### Records from a data collection
-- Opening Marker --

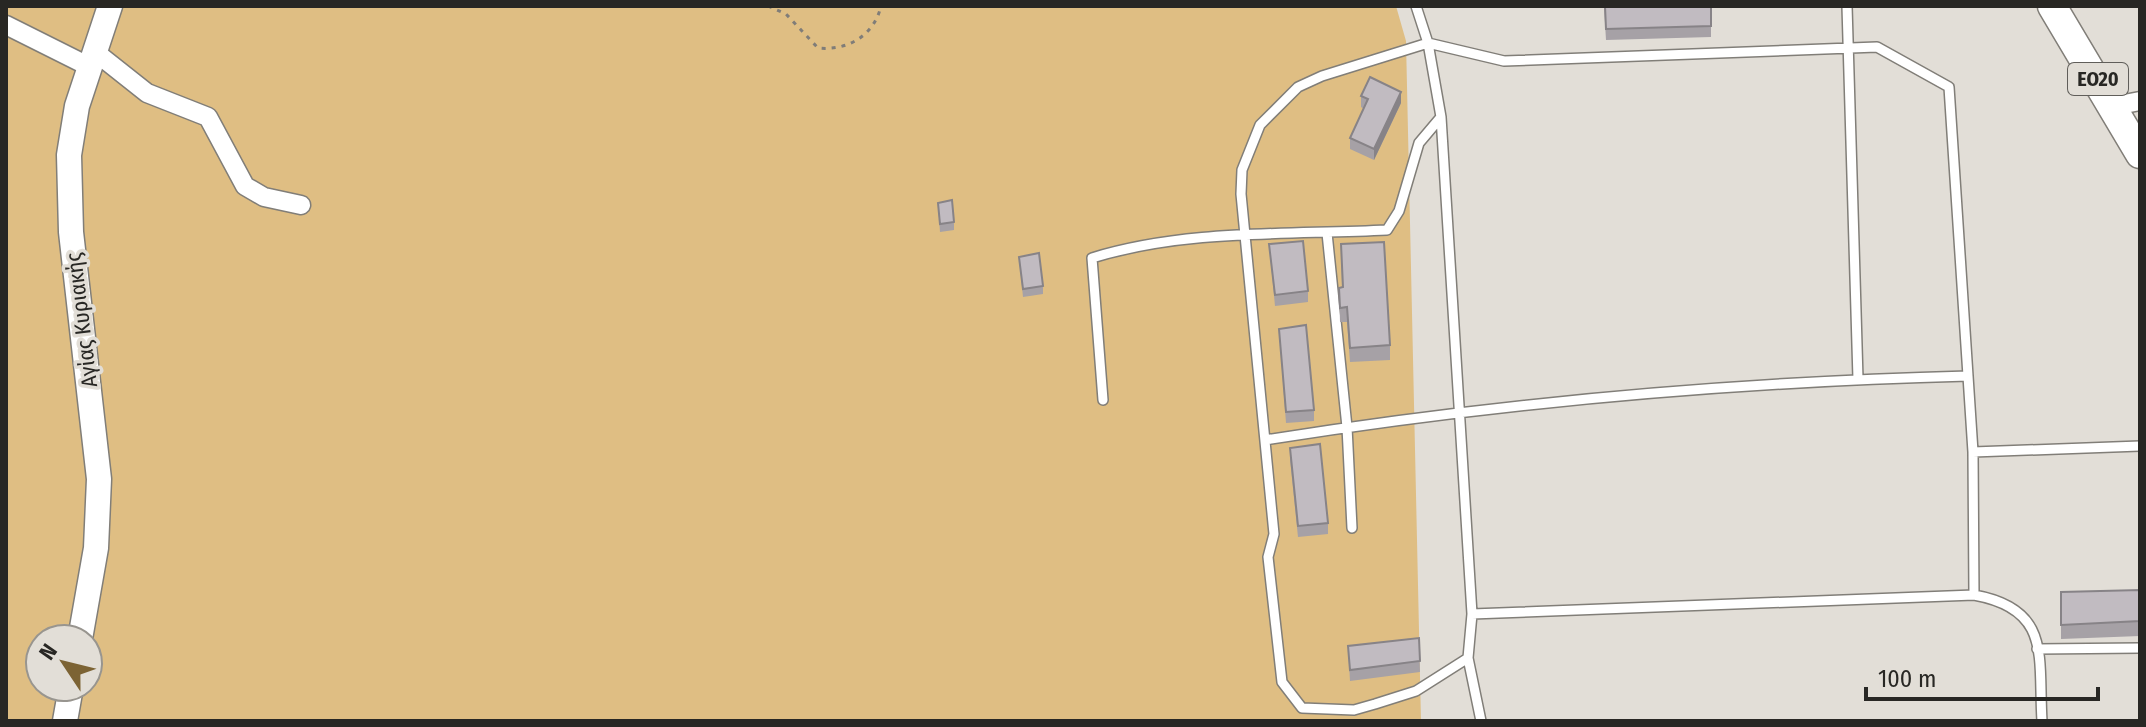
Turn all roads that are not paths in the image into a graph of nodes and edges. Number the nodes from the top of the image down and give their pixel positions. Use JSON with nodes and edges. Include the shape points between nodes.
{"nodes":[{"id":1,"x":110,"y":6,"type":"edge"},
{"id":2,"x":1416,"y":6,"type":"edge"},
{"id":3,"x":1847,"y":6,"type":"edge"},
{"id":4,"x":2052,"y":6,"type":"edge"},
{"id":5,"x":6,"y":25,"type":"edge"},
{"id":6,"x":1428,"y":43,"type":"junction"},
{"id":7,"x":1847,"y":46,"type":"junction"},
{"id":8,"x":92,"y":59,"type":"junction"},
{"id":9,"x":2127,"y":103,"type":"edge"},
{"id":10,"x":1441,"y":117,"type":"junction"},
{"id":11,"x":2140,"y":154,"type":"edge"},
{"id":12,"x":301,"y":205,"type":"dead end"},
{"id":13,"x":1327,"y":233,"type":"junction"},
{"id":14,"x":1243,"y":235,"type":"junction"},
{"id":15,"x":1968,"y":376,"type":"junction"},
{"id":16,"x":1858,"y":379,"type":"junction"},
{"id":17,"x":1103,"y":400,"type":"dead end"},
{"id":18,"x":1458,"y":412,"type":"junction"},
{"id":19,"x":1347,"y":427,"type":"junction"},
{"id":20,"x":1265,"y":440,"type":"junction"},
{"id":21,"x":2140,"y":446,"type":"edge"},
{"id":22,"x":1973,"y":452,"type":"junction"},
{"id":23,"x":1352,"y":528,"type":"dead end"},
{"id":24,"x":1974,"y":595,"type":"junction"},
{"id":25,"x":1472,"y":614,"type":"junction"},
{"id":26,"x":83,"y":623,"type":"edge"},
{"id":27,"x":2140,"y":648,"type":"edge"},
{"id":28,"x":2037,"y":649,"type":"junction"},
{"id":29,"x":1468,"y":658,"type":"junction"},
{"id":30,"x":1481,"y":721,"type":"edge"},
{"id":31,"x":2042,"y":721,"type":"edge"}],
"edges":[{"from":1,"to":8,"type":"street","name":"Αγίας Κυριακής"},
{"from":2,"to":6,"type":"lane"},
{"from":3,"to":7,"type":"lane"},
{"from":4,"to":9,"type":"main road","number":"ΕΟ20"},
{"from":5,"to":8,"type":"street"},
{"from":6,"to":7,"type":"lane","via":[[1504,61]]},
{"from":6,"to":10,"type":"lane"},
{"from":6,"to":14,"type":"lane","via":[[1322,76],[1277,105],[1260,125],[1242,170]]},
{"from":7,"to":15,"type":"lane","via":[[1877,47],[1949,87]]},
{"from":7,"to":16,"type":"lane"},
{"from":8,"to":12,"type":"street","via":[[147,93],[208,117],[245,186],[264,197]]},
{"from":8,"to":26,"type":"street","name":"Αγίας Κυριακής","via":[[71,128],[69,155],[71,232],[99,479],[96,548]]},
{"from":9,"to":11,"type":"main road","number":"ΕΟ20"},
{"from":10,"to":13,"type":"lane","via":[[1419,143],[1399,211],[1387,230]]},
{"from":10,"to":18,"type":"lane"},
{"from":13,"to":14,"type":"lane"},
{"from":13,"to":19,"type":"lane"},
{"from":14,"to":17,"type":"lane","via":[[1130,247],[1092,258]]},
{"from":14,"to":20,"type":"lane"},
{"from":15,"to":16,"type":"lane"},
{"from":15,"to":22,"type":"lane"},
{"from":16,"to":18,"type":"lane"},
{"from":18,"to":19,"type":"lane"},
{"from":18,"to":25,"type":"lane"},
{"from":19,"to":20,"type":"lane"},
{"from":19,"to":23,"type":"lane"},
{"from":20,"to":29,"type":"lane","via":[[1274,534],[1268,557],[1282,682],[1302,708],[1365,707],[1416,691]]},
{"from":21,"to":22,"type":"lane"},
{"from":22,"to":24,"type":"lane"},
{"from":24,"to":25,"type":"lane"},
{"from":24,"to":28,"type":"lane","via":[[2015,608],[2030,621]]},
{"from":25,"to":29,"type":"lane"},
{"from":27,"to":28,"type":"lane"},
{"from":28,"to":31,"type":"lane"},
{"from":29,"to":30,"type":"lane"}]}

-- Closing Marker --

### Directions
Each line in the data where the string "Κυριακής" occurs should be identified and copied.

### Task result
"edges":[{"from":1,"to":8,"type":"street","name":"Αγίας Κυριακής"},
{"from":8,"to":26,"type":"street","name":"Αγίας Κυριακής","via":[[71,128],[69,155],[71,232],[99,479],[96,548]]},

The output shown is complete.